The thinktank Data for Progress collected survey data (in DFP WTHH release.csv) that represents the population of people registered to vote in the 2018 midterm elections.
We wish to study swing voters. Define the following groups:
• Loyal Democrats: People who voted for Hillary Clinton in 2016 and a Democratic House
candidate in 2018.
• Loyal Republicans: People who voted for Donald Trump in 2016 and a Republican House
candidate in 2018.
• Swing voters: All other people who voted in 2018.
In addition, define the following two subsets of swing voters:
• Switch to D: People who didn’t vote for Hillary Clinton in 2016 but voted for a Democratic
House candidate in 2018.
• Switch to R: People who didn’t vote for Donald Trump in 2016 but voted for a Republican
House candidate in 2018.
Note that some swing voters don’t fall into either of these two groups, i.e. some people didn’t vote
for either a Republican or a Democratic House candidate in 2018.

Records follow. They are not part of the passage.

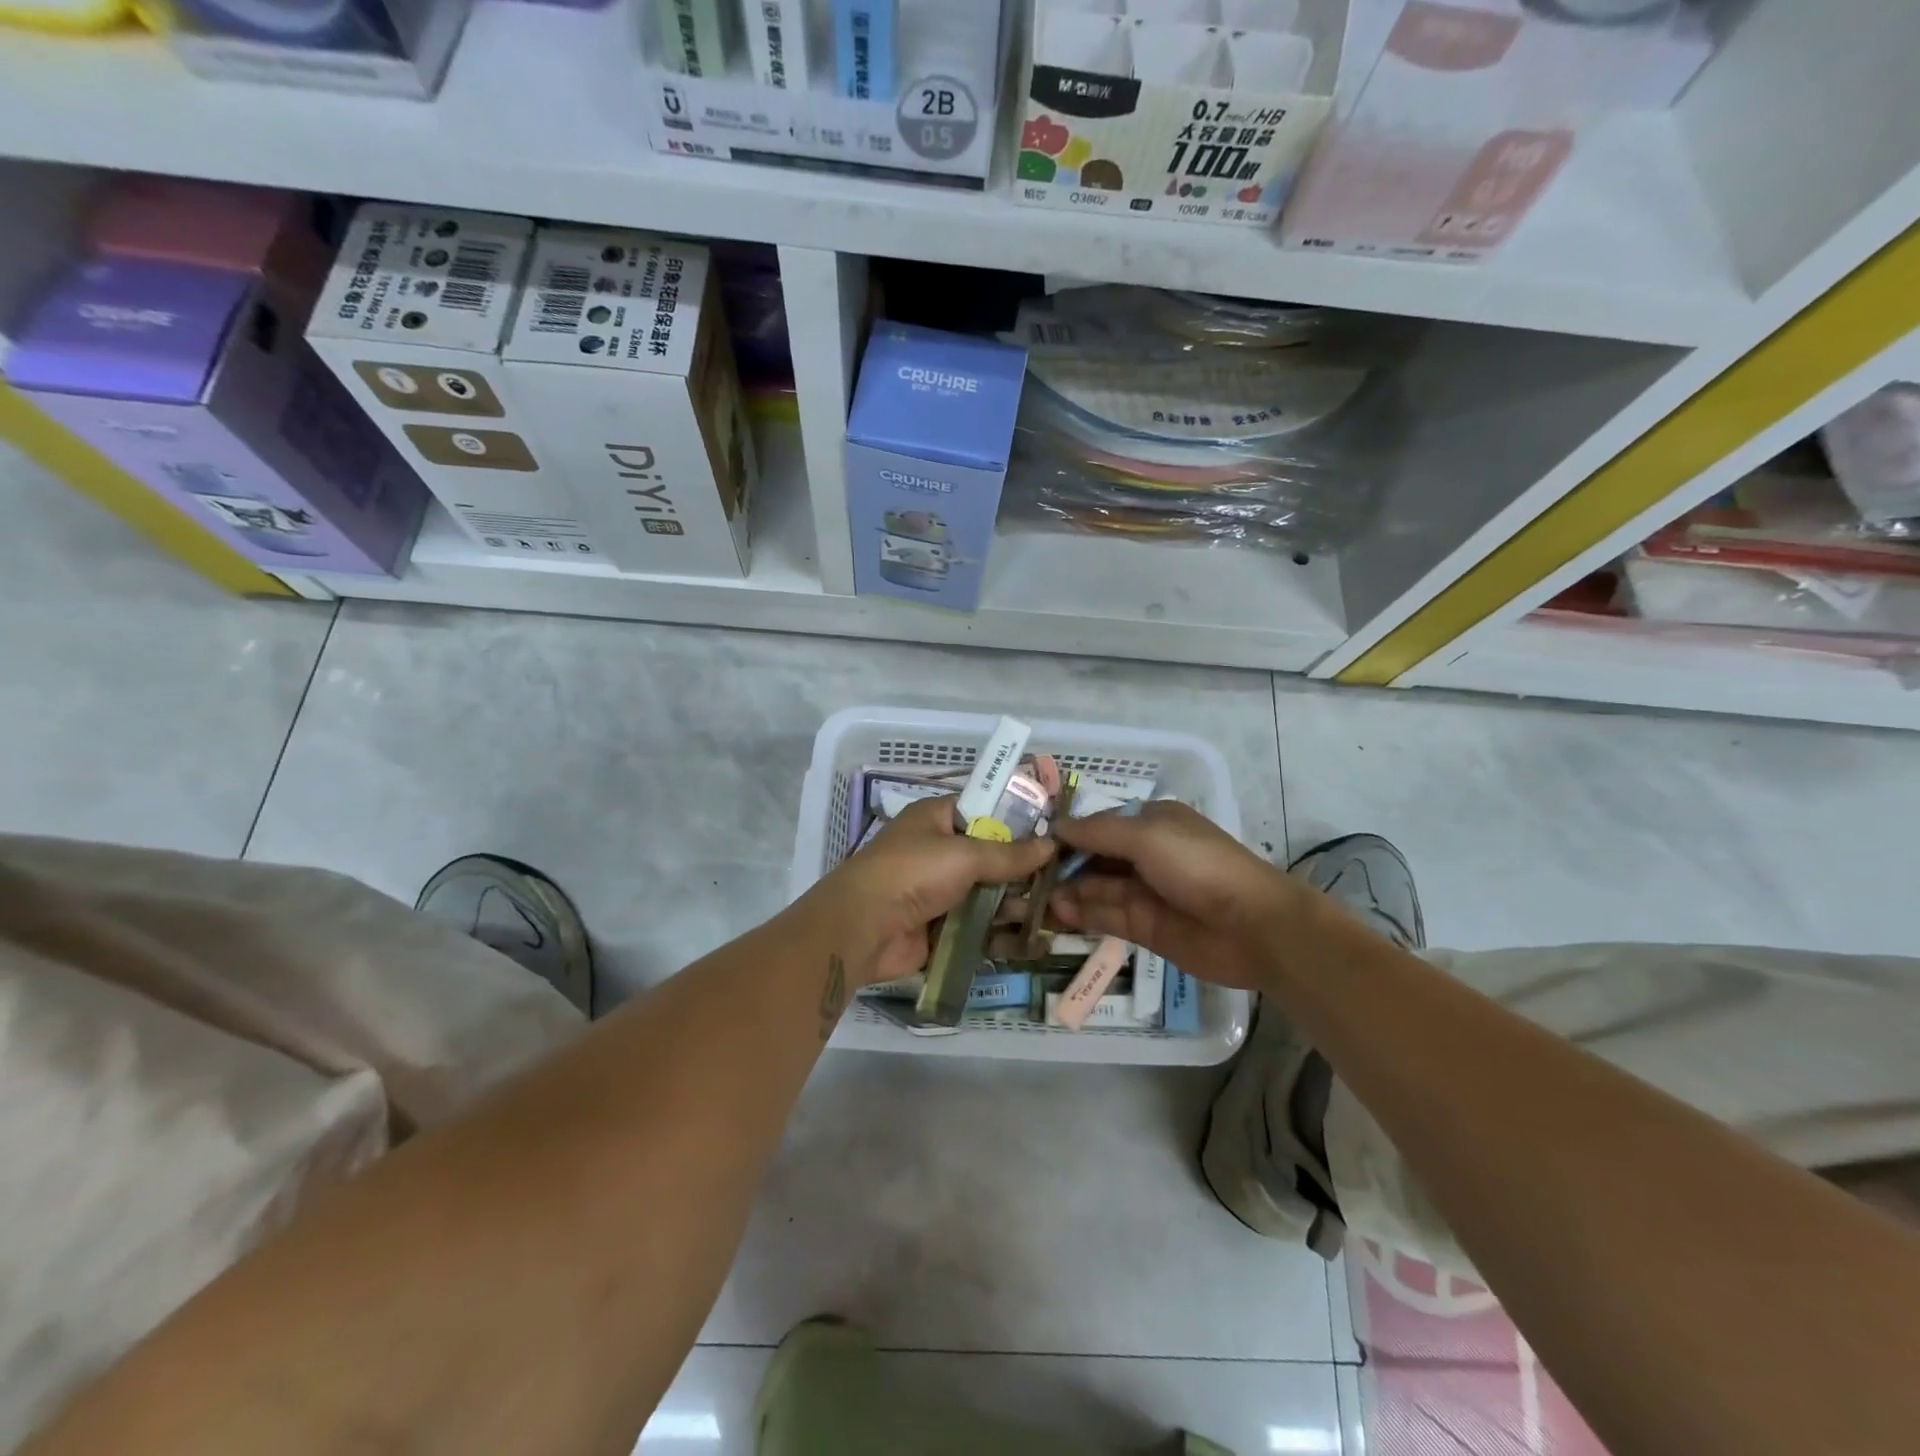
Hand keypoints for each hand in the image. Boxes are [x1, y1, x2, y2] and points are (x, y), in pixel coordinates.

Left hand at [811, 795, 1055, 984]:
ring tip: (1057, 914)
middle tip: (1065, 881)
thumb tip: (1052, 845)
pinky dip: (1001, 933)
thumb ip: (1010, 853)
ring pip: (988, 894)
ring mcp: (939, 891)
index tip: (1056, 833)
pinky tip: (1034, 940)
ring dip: (1017, 904)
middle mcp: (938, 851)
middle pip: (991, 857)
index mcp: (936, 818)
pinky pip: (978, 926)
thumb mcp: (965, 854)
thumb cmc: (912, 873)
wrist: (863, 928)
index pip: (985, 811)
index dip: (1018, 821)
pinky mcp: (941, 927)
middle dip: (1025, 871)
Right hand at [1049, 801, 1311, 990]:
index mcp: (1151, 823)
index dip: (1068, 834)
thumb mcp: (1146, 836)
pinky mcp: (1145, 927)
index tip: (1033, 844)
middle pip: (1094, 857)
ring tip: (1033, 898)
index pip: (1099, 825)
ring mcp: (1145, 892)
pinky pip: (1106, 916)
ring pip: (1096, 888)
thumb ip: (1098, 833)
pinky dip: (1081, 913)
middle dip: (1062, 865)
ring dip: (1067, 891)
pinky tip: (1057, 913)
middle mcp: (1146, 854)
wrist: (1252, 925)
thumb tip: (1056, 828)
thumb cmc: (1198, 865)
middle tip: (1025, 877)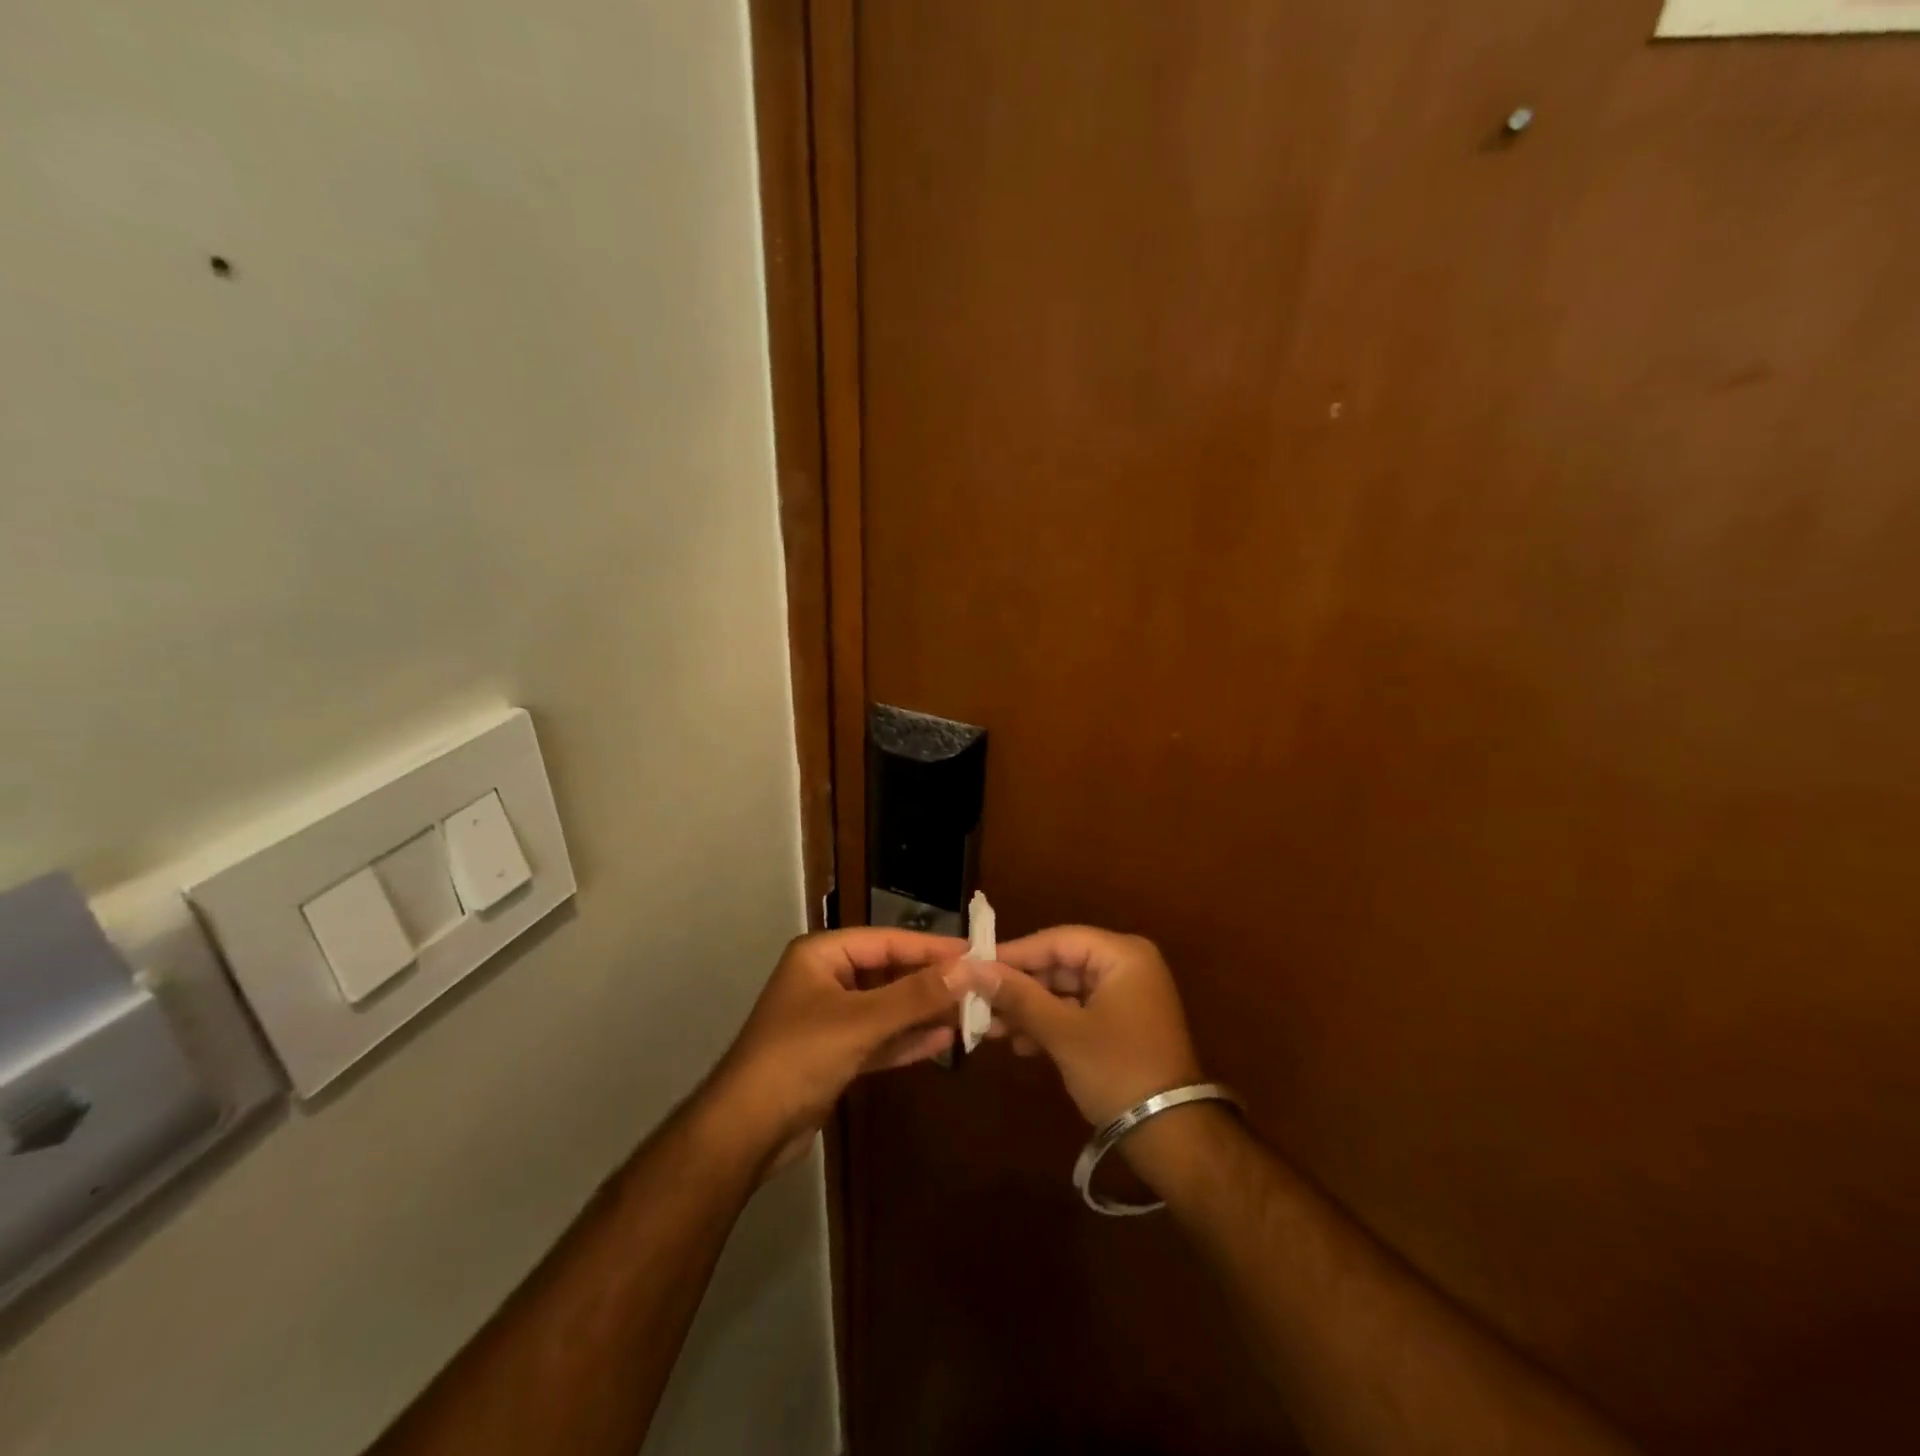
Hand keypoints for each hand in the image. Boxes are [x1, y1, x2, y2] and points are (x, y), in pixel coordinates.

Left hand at [707, 928, 984, 1174]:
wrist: (745, 1132)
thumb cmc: (799, 1058)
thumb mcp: (861, 1021)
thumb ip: (915, 995)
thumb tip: (968, 969)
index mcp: (822, 955)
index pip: (888, 941)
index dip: (932, 947)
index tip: (975, 953)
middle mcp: (826, 979)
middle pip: (889, 973)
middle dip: (931, 983)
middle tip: (979, 986)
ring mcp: (830, 1018)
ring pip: (887, 1007)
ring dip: (923, 1012)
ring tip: (969, 1012)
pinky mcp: (834, 1054)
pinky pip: (879, 1038)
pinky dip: (907, 1040)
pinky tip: (943, 1040)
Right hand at [983, 926, 1202, 1127]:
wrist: (1172, 1136)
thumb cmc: (1117, 1070)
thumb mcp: (1062, 1032)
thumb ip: (1018, 996)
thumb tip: (972, 969)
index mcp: (1123, 955)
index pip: (1057, 940)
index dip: (1014, 953)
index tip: (974, 966)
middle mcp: (1127, 966)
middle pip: (1060, 965)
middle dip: (1020, 988)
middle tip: (978, 1001)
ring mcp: (1127, 996)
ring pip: (1065, 991)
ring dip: (1030, 1010)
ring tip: (990, 1029)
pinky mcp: (1122, 1024)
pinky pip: (1078, 1012)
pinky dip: (1050, 1025)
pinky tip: (1019, 1045)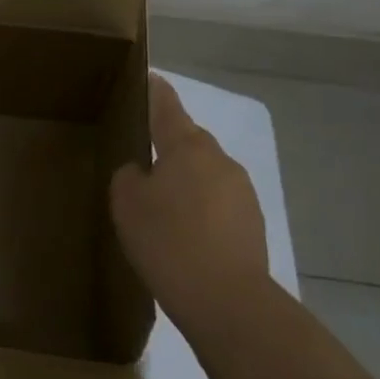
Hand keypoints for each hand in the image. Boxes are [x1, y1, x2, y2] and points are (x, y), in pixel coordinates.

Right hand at [110, 73, 271, 332]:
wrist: (226, 300)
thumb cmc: (167, 240)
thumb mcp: (127, 203)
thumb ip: (128, 177)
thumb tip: (141, 172)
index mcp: (187, 146)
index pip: (167, 105)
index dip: (154, 90)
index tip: (147, 77)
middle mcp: (219, 159)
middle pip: (188, 141)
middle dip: (166, 146)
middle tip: (139, 160)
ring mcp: (242, 191)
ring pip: (204, 174)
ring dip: (184, 182)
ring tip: (160, 208)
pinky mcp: (252, 223)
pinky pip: (217, 204)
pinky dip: (199, 210)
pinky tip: (183, 236)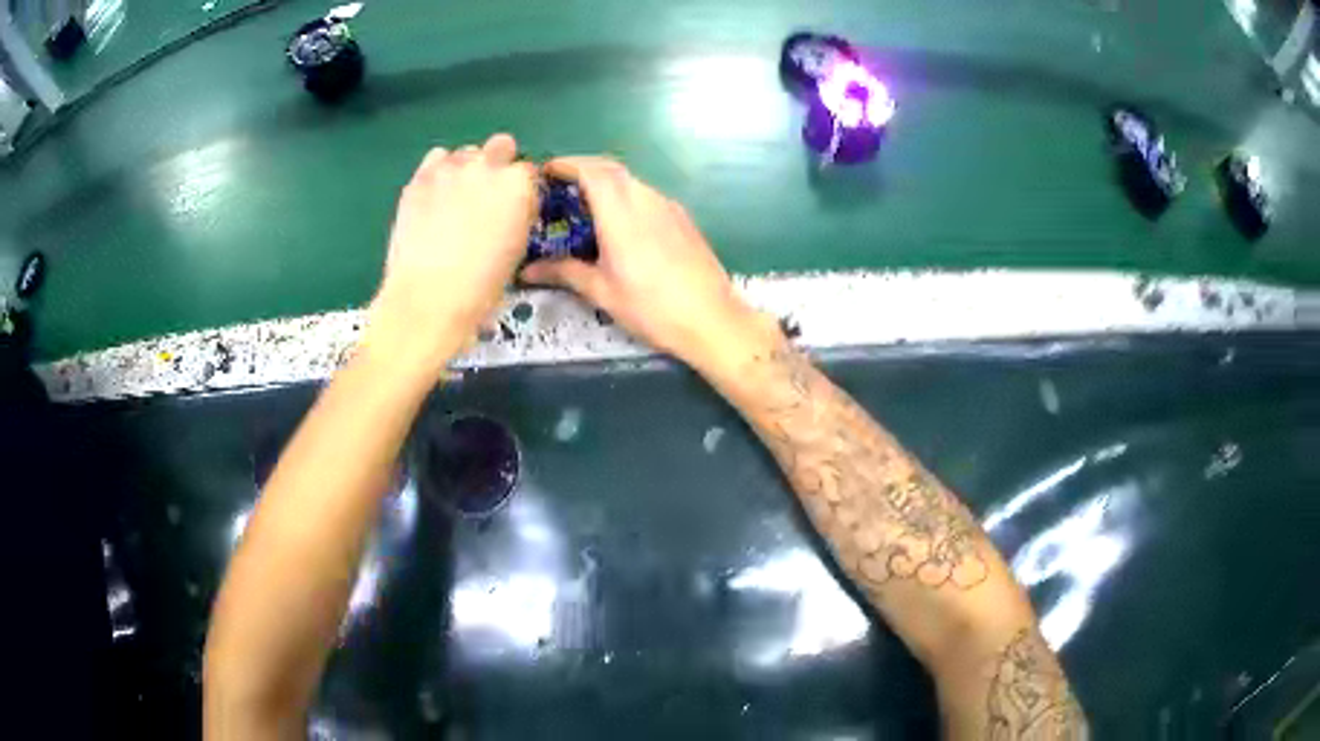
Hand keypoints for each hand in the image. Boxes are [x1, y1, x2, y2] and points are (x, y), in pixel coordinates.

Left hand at [366, 134, 538, 375]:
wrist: (428, 298)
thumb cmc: (480, 288)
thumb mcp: (516, 250)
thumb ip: (517, 216)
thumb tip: (510, 209)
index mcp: (519, 187)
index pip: (529, 171)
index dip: (521, 188)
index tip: (513, 206)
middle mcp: (489, 166)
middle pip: (501, 146)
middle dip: (498, 164)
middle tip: (486, 195)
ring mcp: (452, 168)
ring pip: (467, 151)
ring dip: (467, 167)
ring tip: (455, 197)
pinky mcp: (421, 177)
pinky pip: (436, 158)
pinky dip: (439, 170)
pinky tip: (435, 194)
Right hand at [520, 157, 768, 366]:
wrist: (712, 319)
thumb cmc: (652, 308)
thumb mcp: (602, 292)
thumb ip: (564, 272)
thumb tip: (528, 270)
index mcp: (621, 213)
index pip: (591, 170)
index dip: (567, 164)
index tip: (546, 171)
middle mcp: (646, 199)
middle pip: (611, 169)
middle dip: (584, 169)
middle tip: (560, 186)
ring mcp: (668, 207)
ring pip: (632, 182)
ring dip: (606, 183)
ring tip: (586, 206)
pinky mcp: (683, 219)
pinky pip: (647, 196)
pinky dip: (626, 197)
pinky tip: (620, 224)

• presvote16post: 2016 Presidential election vote. 1 means Clinton, 2 means Trump, 3–7 or
NA means voted for someone else or didn’t vote for President in 2016.
• house3: 2018 House of Representatives vote. 1 means Democrat, 2 means Republican, 3
• weight DFP: survey weights. You should use these!
Respondents were asked to give their support for the following programs on a 1–5 scale, where 1
means strongly support and 5 means strongly oppose. (6 means “Not sure.”)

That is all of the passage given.